Ukrainian Interbank Payments Systems Members Association EMA was developing the Fraudulent Payments Tracker (the project is managed by EC3 Europol partner). Global losses from payment fraud have tripled from $9.84 Billion in 2011 to $32.39 in 2020. In Europe 76% of them are in the CNP environment. Service that connect banks, PSP and LEAs in one system with API and web-interfaces and help them to track fraudulent payments time and cost effectively.

Intelli Group is the IT solutions supermarket for SMB. Quality and affordable solution informational and cyber protection for SMB, which will include: audit, based on the results of the audit, implementation organizational, technical, software tools for information and cybersecurity, certification companies with a need for formal verification.

SEKURNO provides a wide range of client-oriented cybersecurity services or innovative businesses, including penetration testing, compliance audit and implementation (GDPR, ISO, SOC2, etc), virtual CISO (vCISO), Security Integrated into Software Development Lifecycle (SSDLC), security education, trainings for employees.
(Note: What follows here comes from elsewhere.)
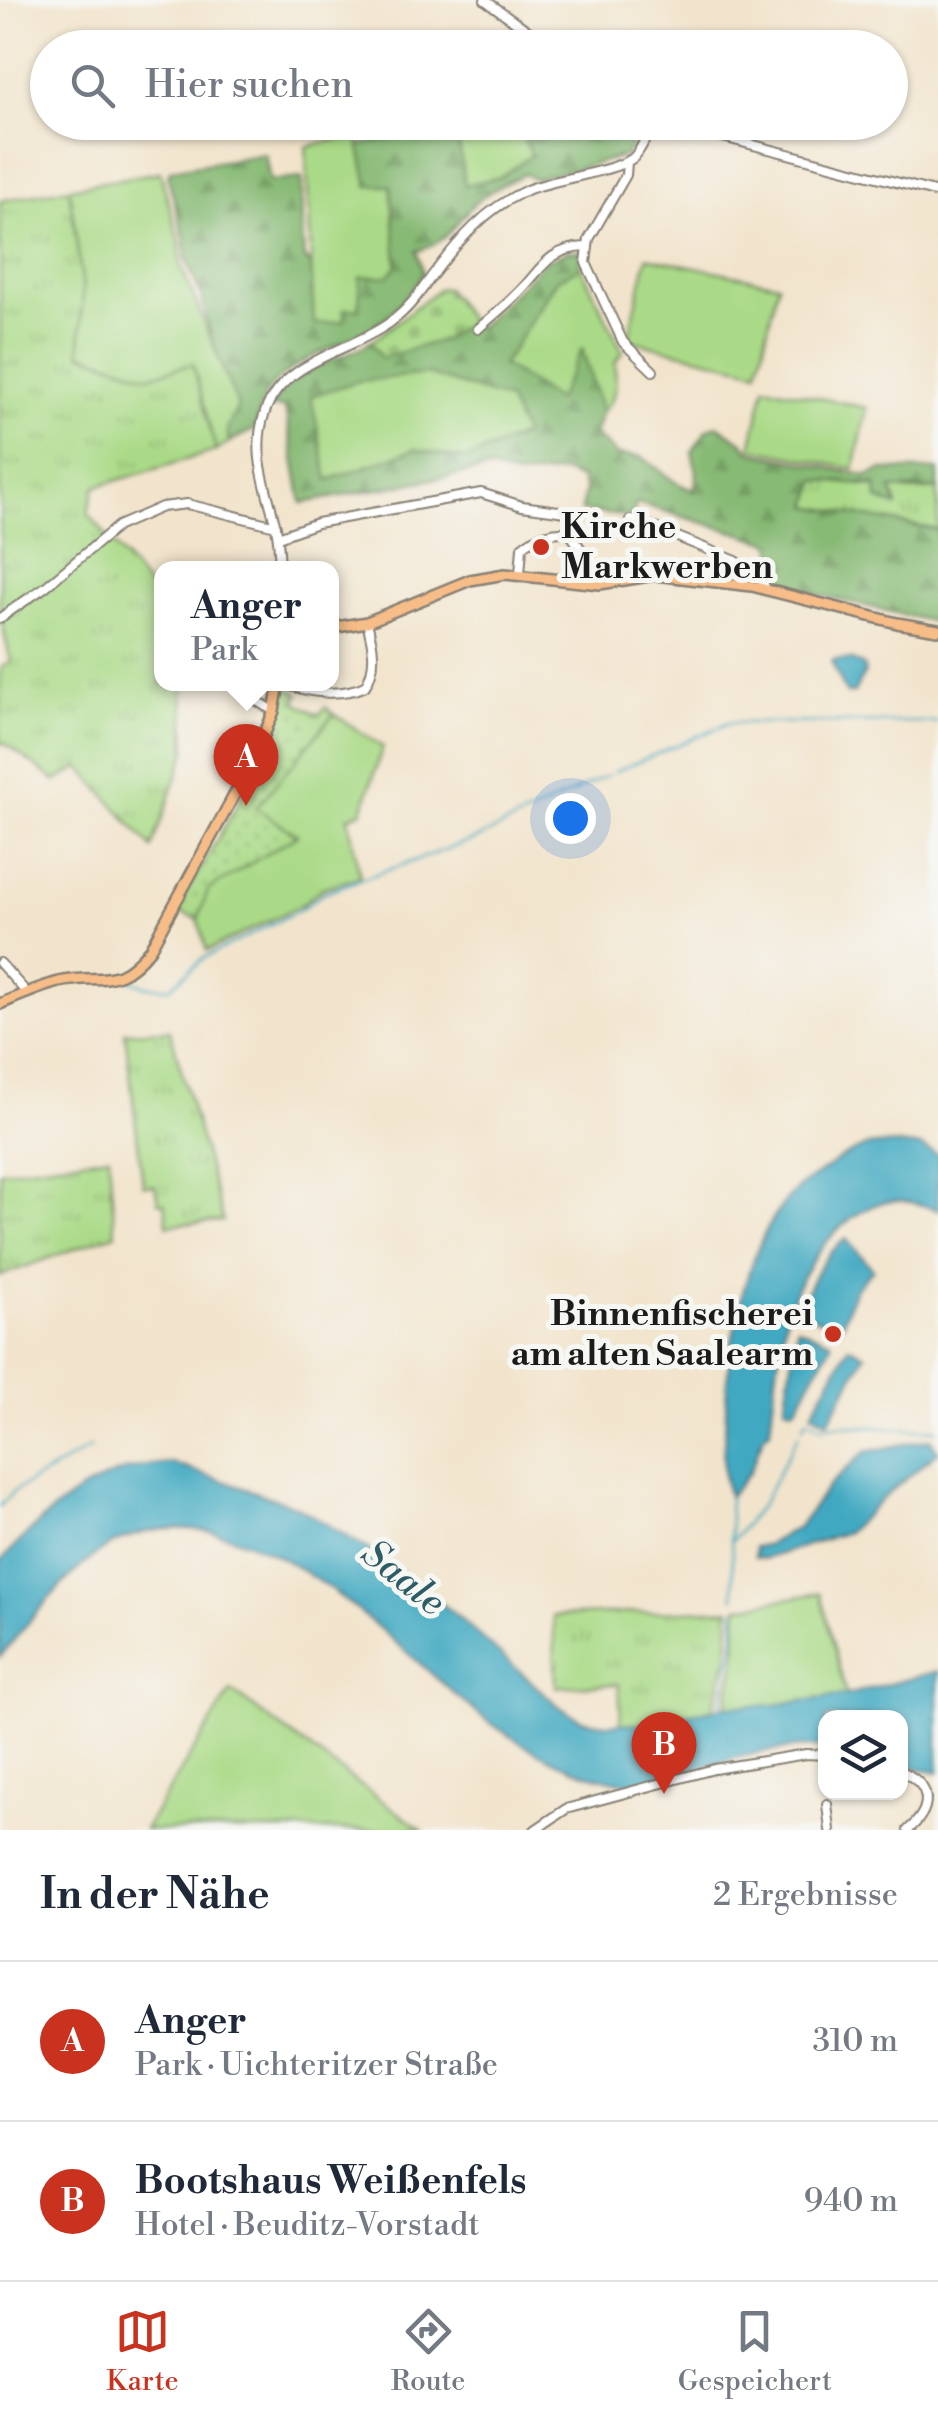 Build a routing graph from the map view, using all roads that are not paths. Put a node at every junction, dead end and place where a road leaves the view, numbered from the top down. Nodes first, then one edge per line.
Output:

SEKURNO helps clients with complying with regulations, new market entry, confidence in their security, investable reputation for future growth.

once.REST produces minimalistic products focused on deviating data protection, data anonymization and masking. The company uses atypical or not yet widely used techniques, such as steganography, polymorphic encryption, dead’s man switch encryption. once.REST is targeting emerging and dual-use data protection niches. Sakhar application is used for hidden data storage on the local devices, and provides means of technical and social insurance against unauthorized decryption.

Unlink VR/Quantum provides proven secrecy for the new post-quantum world having QKD available both for fiber wire and as a free space optic solution. They approach the quantum computer era that comprises most of known public-key cryptosystems. The company’s goal is to build a QKD solution mixed with a post-quantum application security solution available as a service. Both hardware and software will provide a high-level API interface for smooth and seamless integration.

The SECURITY STEPS platform was developed for raising awareness of cybersecurity. It includes tools for monitoring and analyzing the results of courses. They offer a series of training videos with the subsequent passage of surveys and coverage of test results for group leaders for small and medium-sized businesses that work with sensitive information, as well as civil servants who have access to important data. Tests an improvement in results by 30 percent after completing the courses.

What's Next? Opportunities for Ukrainian Companies

Ukraine became sort of testing bed for a lot of technologies from some countries that eventually turned down to be very aggressive to Ukraine, Ukrainians and it's stand out that Ukraine doesn’t quite have a market for that. There are not so many critical companies that can both serve the needs of commercial clients and the needs of the government sector. So the aim of this program is basically to change the situation, to build at least eighty or one hundred new companies or help you to basically make a new step in industry where you have no be before,

said Denis Gursky, SocialBoost co-founder & Head of Board, in his address to the participants.

Open call for the second batch of the CyberAccelerator UA will start mid-October. Small and medium-sized technology companies with cybersecurity focus, product and service businesses are invited to participate. Requirements include company registration in Ukraine, at least one cybersecurity specialist in the team, and scalability potential of the solution to work it all out during the three-month program.